File: A Primer is a kiosk animation created using Keynote’s built-in tools for automating digital presentations. In an austere looping sequence, boxes unfold from boxes as text annotations sift through the racialized messaging of white surfaces drawn against black. Taking inspiration from instructional manuals and online webinars, File: A Primer is a new manifestation of Kuo’s online work File, which documents processes by which the contemporary artist-worker is defined and redefined by abstract forces such as the user and the market.
OK. is a macOS application inspired by System Preferences and named for the “OK” button, ubiquitous in operating systems, that we click to repeatedly affirm our intent and deny interruptions to our usage. The application revolves around an interactive database of terms that outline a continuum between white innocence and white supremacy. While the user navigates these terms, popup windows materialize a body shifting to align with its thought patterns. On the occasion of its premiere at bitforms, a limited edition of software boxes containing the program and an accompanying cheat sheet will be available through the gallery.
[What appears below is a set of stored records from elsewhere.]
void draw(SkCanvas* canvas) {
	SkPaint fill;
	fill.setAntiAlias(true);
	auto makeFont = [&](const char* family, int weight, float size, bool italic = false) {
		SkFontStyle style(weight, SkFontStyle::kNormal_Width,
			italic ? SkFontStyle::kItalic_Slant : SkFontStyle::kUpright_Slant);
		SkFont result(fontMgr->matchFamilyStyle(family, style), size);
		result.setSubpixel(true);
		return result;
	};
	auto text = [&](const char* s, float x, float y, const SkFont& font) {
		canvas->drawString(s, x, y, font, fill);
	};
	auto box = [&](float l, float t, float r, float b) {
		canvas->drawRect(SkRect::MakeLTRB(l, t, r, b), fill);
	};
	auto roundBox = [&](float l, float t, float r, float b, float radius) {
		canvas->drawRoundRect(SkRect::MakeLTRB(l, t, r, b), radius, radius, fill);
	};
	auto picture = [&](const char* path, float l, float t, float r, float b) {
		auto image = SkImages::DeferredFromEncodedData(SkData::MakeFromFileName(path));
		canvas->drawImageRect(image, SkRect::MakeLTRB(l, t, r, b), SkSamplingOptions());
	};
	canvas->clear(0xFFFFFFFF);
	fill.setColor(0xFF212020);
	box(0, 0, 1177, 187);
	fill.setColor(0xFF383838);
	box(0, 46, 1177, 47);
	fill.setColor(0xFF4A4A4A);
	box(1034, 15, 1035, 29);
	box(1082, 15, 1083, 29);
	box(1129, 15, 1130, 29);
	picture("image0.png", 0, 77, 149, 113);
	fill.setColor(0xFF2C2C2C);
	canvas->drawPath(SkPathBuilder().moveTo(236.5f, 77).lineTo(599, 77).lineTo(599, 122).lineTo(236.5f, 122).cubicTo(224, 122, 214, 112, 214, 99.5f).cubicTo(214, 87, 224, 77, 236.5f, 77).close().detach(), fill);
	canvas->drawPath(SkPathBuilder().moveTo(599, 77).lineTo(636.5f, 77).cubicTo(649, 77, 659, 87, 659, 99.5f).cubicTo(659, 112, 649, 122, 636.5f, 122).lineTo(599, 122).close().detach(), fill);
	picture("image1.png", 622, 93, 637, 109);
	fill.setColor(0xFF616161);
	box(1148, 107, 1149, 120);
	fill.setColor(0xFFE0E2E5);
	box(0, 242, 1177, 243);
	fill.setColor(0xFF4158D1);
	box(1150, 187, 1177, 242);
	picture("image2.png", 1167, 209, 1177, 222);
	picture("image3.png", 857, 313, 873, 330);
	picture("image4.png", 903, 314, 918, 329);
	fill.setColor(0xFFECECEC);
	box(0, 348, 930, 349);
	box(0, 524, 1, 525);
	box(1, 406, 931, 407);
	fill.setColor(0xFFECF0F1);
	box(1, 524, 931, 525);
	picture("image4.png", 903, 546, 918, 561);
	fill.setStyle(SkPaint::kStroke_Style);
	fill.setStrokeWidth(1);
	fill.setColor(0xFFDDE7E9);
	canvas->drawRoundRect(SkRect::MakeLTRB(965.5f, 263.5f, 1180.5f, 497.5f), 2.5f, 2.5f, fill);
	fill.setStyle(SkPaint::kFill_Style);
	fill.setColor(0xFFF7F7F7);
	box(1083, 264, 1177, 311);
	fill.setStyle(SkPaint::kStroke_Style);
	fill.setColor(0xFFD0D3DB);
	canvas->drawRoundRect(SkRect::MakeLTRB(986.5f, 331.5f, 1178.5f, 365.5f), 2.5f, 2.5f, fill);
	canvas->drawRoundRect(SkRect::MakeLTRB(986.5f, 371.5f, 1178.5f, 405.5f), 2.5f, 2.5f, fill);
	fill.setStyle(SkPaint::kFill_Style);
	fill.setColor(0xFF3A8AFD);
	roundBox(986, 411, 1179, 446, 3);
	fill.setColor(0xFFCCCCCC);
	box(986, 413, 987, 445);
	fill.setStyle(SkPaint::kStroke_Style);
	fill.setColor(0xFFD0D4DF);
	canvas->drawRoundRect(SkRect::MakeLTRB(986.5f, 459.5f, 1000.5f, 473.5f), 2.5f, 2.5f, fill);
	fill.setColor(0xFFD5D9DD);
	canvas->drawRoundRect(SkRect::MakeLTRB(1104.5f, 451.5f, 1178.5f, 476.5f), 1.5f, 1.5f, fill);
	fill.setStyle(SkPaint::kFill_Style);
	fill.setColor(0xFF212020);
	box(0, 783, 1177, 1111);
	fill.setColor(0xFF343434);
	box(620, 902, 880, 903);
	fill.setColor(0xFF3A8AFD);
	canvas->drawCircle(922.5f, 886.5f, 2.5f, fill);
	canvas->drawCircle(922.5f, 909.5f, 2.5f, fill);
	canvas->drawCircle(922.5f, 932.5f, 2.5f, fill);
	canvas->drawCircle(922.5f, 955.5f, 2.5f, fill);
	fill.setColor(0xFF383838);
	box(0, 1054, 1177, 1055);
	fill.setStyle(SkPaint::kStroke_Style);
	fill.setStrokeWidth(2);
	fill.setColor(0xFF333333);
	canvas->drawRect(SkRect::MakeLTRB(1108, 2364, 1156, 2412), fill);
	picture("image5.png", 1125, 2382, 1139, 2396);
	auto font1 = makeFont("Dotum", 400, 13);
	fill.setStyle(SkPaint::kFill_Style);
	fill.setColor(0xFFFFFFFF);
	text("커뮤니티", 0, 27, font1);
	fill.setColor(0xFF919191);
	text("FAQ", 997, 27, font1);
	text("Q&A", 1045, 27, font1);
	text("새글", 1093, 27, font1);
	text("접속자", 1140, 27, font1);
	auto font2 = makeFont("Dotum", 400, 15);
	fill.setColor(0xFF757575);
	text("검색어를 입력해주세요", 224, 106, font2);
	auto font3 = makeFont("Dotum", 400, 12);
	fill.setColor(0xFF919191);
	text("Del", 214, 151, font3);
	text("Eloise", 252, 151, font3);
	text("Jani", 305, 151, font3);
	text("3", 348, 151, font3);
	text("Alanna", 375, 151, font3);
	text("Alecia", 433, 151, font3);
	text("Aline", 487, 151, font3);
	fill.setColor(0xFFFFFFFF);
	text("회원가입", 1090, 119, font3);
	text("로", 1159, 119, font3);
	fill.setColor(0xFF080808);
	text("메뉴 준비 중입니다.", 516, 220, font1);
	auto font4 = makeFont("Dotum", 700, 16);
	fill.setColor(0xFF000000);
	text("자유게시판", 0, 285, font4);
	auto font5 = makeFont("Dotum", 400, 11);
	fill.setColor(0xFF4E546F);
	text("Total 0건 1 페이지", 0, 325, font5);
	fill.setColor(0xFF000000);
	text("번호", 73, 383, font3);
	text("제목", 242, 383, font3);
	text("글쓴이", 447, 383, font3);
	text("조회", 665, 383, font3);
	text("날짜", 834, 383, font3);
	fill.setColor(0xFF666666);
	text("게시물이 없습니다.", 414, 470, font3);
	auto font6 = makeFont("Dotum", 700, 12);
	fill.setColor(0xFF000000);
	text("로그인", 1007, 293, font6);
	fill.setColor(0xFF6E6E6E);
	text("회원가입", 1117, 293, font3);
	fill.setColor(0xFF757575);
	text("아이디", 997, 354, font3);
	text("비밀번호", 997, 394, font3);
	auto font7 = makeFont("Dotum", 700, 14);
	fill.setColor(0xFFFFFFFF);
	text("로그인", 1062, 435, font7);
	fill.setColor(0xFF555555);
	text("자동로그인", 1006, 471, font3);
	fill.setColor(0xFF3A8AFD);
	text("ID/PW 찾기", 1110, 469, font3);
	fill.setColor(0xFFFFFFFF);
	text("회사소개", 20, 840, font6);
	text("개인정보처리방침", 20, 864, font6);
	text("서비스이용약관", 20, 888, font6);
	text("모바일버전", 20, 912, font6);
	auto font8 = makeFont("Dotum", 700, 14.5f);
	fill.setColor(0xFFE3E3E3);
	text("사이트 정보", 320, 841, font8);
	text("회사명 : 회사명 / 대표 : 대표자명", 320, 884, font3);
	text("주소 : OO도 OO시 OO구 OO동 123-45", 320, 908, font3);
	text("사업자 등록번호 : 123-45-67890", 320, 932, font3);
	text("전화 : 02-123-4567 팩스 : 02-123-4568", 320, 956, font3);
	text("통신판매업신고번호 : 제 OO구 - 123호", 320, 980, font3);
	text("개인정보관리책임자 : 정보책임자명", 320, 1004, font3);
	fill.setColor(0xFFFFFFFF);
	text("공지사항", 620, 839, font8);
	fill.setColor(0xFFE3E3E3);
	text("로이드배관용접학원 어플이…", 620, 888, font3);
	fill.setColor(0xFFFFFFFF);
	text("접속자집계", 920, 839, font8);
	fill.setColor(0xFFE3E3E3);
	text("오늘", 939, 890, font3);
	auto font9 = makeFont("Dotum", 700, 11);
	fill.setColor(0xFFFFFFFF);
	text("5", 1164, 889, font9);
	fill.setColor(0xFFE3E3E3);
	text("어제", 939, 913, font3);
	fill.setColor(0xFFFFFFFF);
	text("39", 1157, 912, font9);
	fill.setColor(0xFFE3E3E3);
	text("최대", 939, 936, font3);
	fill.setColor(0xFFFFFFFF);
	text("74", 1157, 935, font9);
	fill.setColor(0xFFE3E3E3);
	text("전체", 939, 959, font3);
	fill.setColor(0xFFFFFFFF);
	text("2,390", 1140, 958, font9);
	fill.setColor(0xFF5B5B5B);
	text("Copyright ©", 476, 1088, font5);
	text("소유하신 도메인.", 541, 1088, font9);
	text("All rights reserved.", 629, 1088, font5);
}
The software box and printed insert extrude the theme of ideological thinness into physical space, while the application’s egg icon refers to insulation, fragility, and the default Twitter avatar that once hid the collective identity of the world’s trolls.
I Don’t See It, a site-specific work continuously generated by a video-game engine, is displayed on the presentation monitor in the Director’s office. It houses a digital re-creation of the bitforms office in which multiple virtual cameras scan and roam the environment, interrupting and intensifying one another. The computer not only activates this self-surveilling network of eyes, but also includes the physical observer on the couch, whose viewing position is echoed on the television, and on the television in the television, tunneling ever inward and outward. The work’s endless seeking of a better view simulates the movements of the Pointer, who resembles a dog chasing its own tail.
These are not acts of resistance so much as renderings of the elaborate contortions needed to assimilate into whiteness. As such, they might be taken as an admission of the artist’s complicity.